From Fish & Chips to Firewalls: When Tech Startups Land on the British Seaside
A quiet coastal town once known for declining tourism and rehab centres is discovering something unexpected: digital founders, cybersecurity events on the pier, and the slow return of energy
For decades, Weston-super-Mare - a seaside town near Bristol (UK) - carried a reputation that wasn’t exactly flattering. Think faded hotels, struggling tourism, and at one point an unusually high concentration of rehabilitation clinics. Hardly the kind of place you’d expect to find founders discussing cybersecurity strategy over oat milk cappuccinos.
And yet… here we are.
According to a recent piece published in The House (March 2026), something quietly interesting is happening along Britain’s coast. A small but visible wave of digital entrepreneurs and remote workers has started settling in towns like Weston, bringing with them startups, consulting firms, and the kind of laptop-based businesses that don’t particularly care whether their office view is a skyline or the Bristol Channel.

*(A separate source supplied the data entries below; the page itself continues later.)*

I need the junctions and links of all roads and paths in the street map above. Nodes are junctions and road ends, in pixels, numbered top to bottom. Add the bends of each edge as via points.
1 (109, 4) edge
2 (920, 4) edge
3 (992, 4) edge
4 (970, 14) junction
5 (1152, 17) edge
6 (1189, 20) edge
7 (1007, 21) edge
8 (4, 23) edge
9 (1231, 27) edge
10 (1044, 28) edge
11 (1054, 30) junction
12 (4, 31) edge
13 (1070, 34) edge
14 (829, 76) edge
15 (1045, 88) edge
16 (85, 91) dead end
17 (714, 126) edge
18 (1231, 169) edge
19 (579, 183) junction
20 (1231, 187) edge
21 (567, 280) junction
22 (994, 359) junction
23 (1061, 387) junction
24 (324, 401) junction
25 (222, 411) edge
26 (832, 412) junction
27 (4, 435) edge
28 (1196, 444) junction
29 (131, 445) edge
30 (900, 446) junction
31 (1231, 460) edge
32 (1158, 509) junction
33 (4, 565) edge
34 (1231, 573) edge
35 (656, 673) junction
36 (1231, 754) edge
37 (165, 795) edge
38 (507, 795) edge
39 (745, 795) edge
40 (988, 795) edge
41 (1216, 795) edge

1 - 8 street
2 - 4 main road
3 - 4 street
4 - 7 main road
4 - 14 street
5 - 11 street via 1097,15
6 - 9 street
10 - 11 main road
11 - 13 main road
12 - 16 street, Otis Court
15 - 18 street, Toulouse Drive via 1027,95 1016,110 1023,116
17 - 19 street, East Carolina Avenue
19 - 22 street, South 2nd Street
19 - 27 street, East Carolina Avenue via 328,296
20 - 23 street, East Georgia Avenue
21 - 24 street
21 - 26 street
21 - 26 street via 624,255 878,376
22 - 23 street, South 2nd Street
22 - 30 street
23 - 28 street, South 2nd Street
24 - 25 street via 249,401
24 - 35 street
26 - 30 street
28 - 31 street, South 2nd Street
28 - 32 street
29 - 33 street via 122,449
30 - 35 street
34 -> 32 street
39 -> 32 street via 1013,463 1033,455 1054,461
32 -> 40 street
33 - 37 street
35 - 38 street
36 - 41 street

Angela Hicks, who runs The Hive, a local business hub supporting startups and micro-businesses, has watched the transformation from the front row. When a recent startup roundtable gathered more than two dozen founders, the scene outside the building looked… different from the old postcard image of Weston.
Range Rovers and Porsches in the parking lot.

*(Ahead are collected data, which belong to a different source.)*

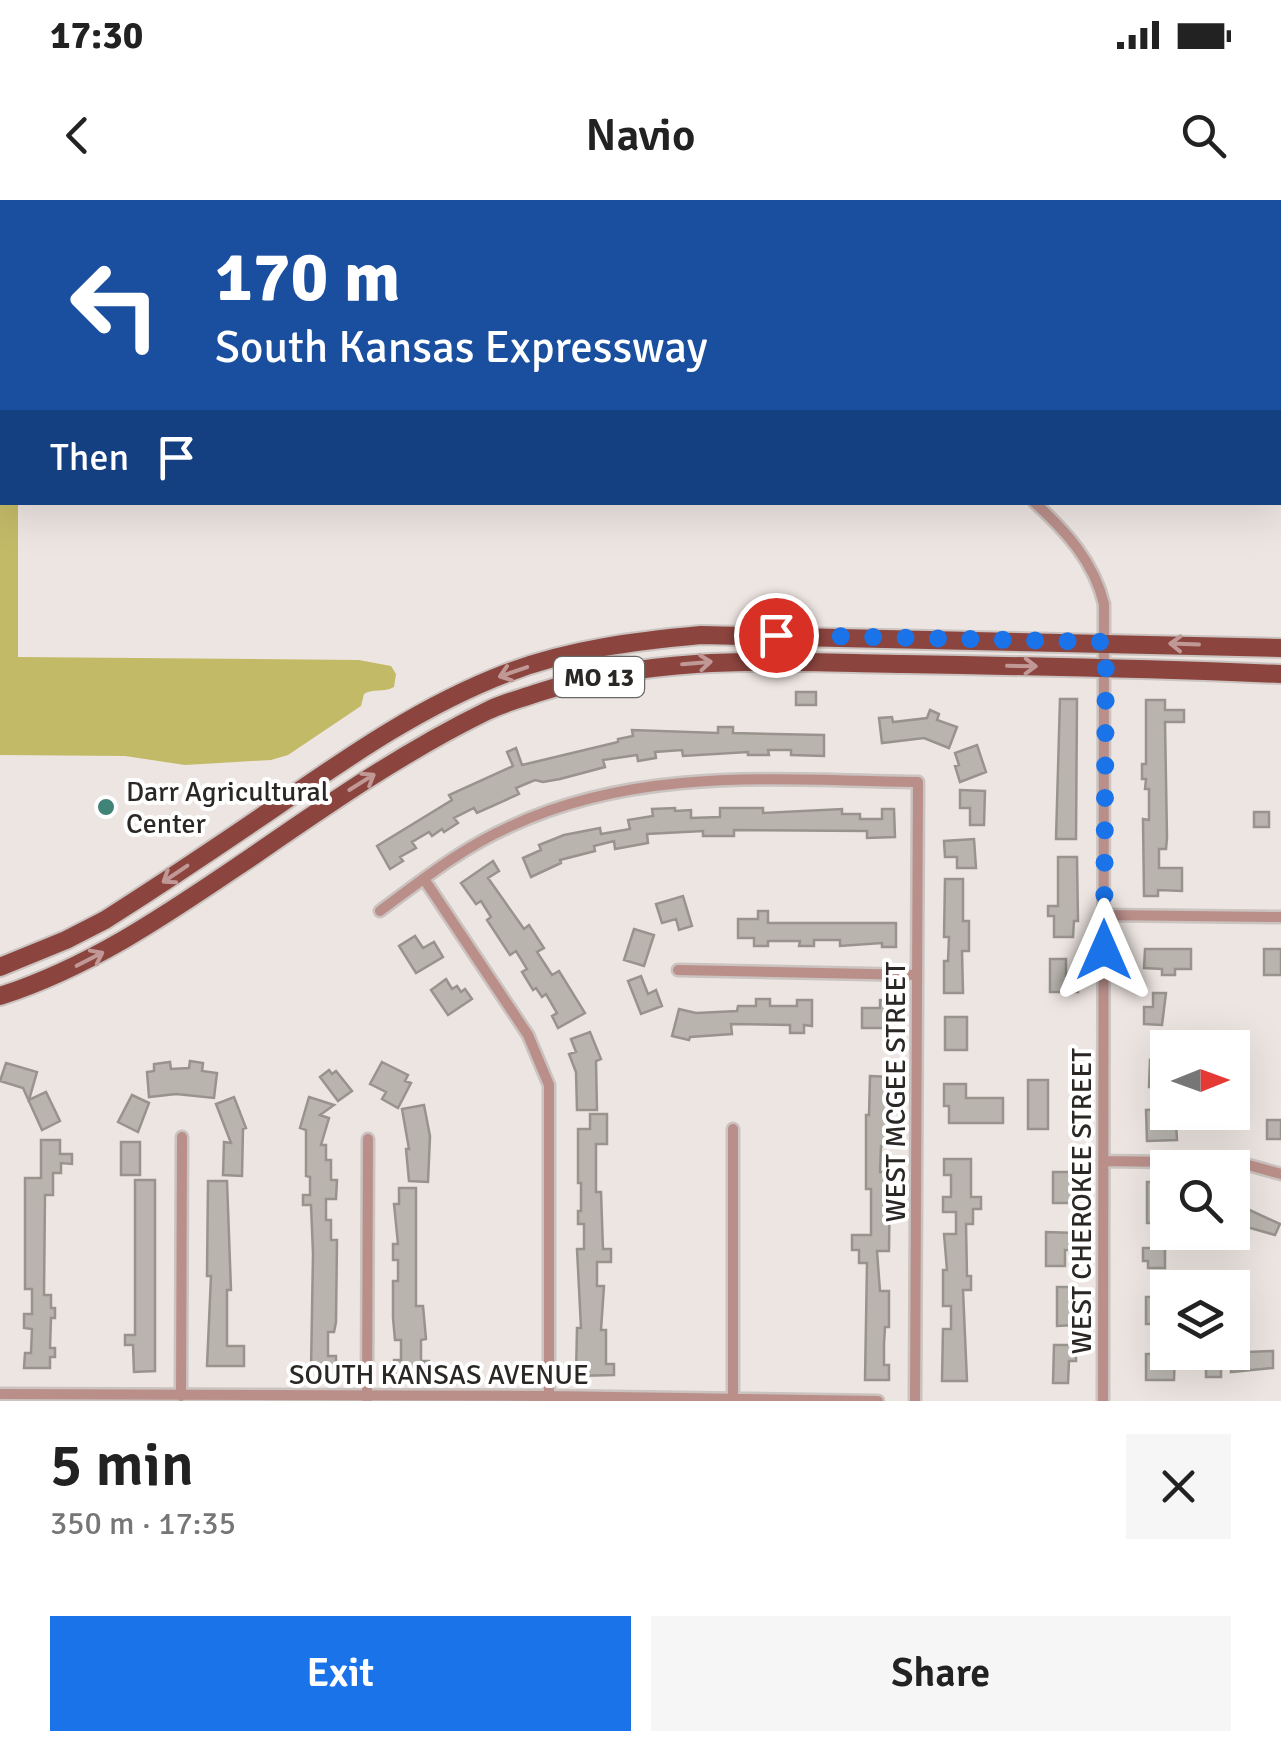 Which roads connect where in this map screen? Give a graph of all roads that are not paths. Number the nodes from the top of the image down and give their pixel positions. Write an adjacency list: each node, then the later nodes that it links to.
1 (1037, 505): 2 (street, WEST CHEROKEE STREET)
2 (1106, 642): 3 (main road, MO 13, one-way to 2); 4 (street, WEST CHEROKEE STREET); 10 (main road, MO 13, one-way to 10)
3 (1281, 648)
4 (1105, 667): 5 (main road, MO 13); 8 (street, WEST CHEROKEE STREET); 13 (main road, MO 13, one-way to 4)
5 (1281, 674)
6 (424, 878): 7 (street); 12 (street, WEST MCGEE STREET); 21 (street)
7 (380, 910)
8 (1104, 915): 9 (street); 17 (street, WEST CHEROKEE STREET)
9 (1281, 917)
10 (0, 967)
11 (678, 970): 12 (street)
12 (917, 975): 25 (street, WEST MCGEE STREET)
13 (0, 996)
14 (734, 1129): 23 (street)
15 (182, 1137): 20 (street)
16 (368, 1139): 22 (street)
17 (1103, 1161): 18 (street); 26 (street, WEST CHEROKEE STREET)
18 (1281, 1174)
19 (0, 1394): 20 (street, SOUTH KANSAS AVENUE)
20 (182, 1396): 22 (street, SOUTH KANSAS AVENUE)
21 (549, 1398): 22 (street, SOUTH KANSAS AVENUE); 23 (street, SOUTH KANSAS AVENUE)
22 (367, 1399)
23 (733, 1400): 24 (street, SOUTH KANSAS AVENUE)
24 (878, 1401)
25 (916, 1401)
26 (1103, 1401) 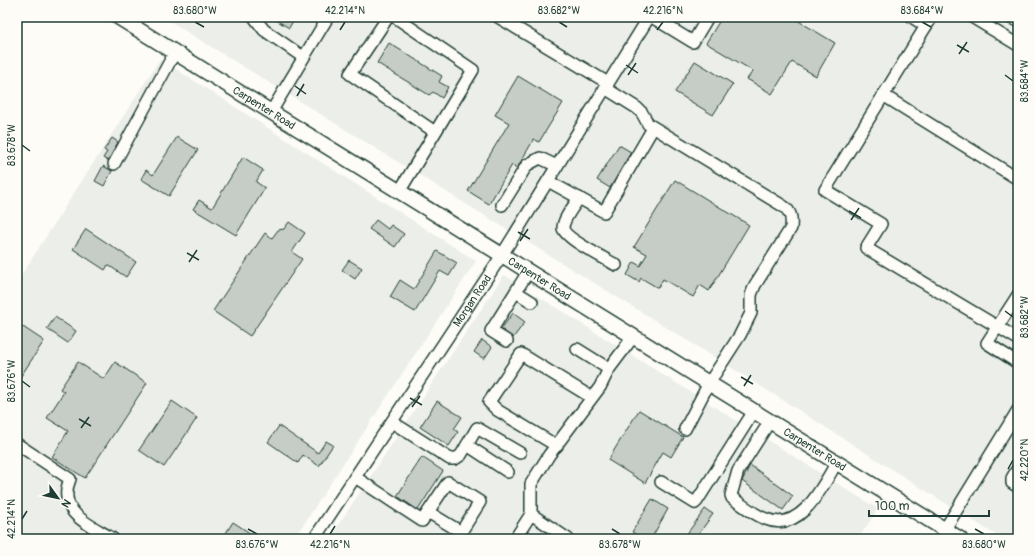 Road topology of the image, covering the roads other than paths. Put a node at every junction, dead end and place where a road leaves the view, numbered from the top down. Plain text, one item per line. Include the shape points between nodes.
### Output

Young founders talking firmware and conversational AI.
Cybersecurity consultants discussing clients in London and beyond.
Not exactly the classic seaside retirement community.
Part of this shift is simple economics. Housing in coastal towns remains far cheaper than in nearby cities like Bristol or London. But the bigger catalyst was the pandemic. When millions of workers discovered in 2020 that their job could be done from a laptop anywhere, the map of where people could live and build companies suddenly expanded.
Across the UK, coastal towns began attracting attention. At one point in 2021, property platform Rightmove reported that Cornwall had overtaken London as the most searched location in the country.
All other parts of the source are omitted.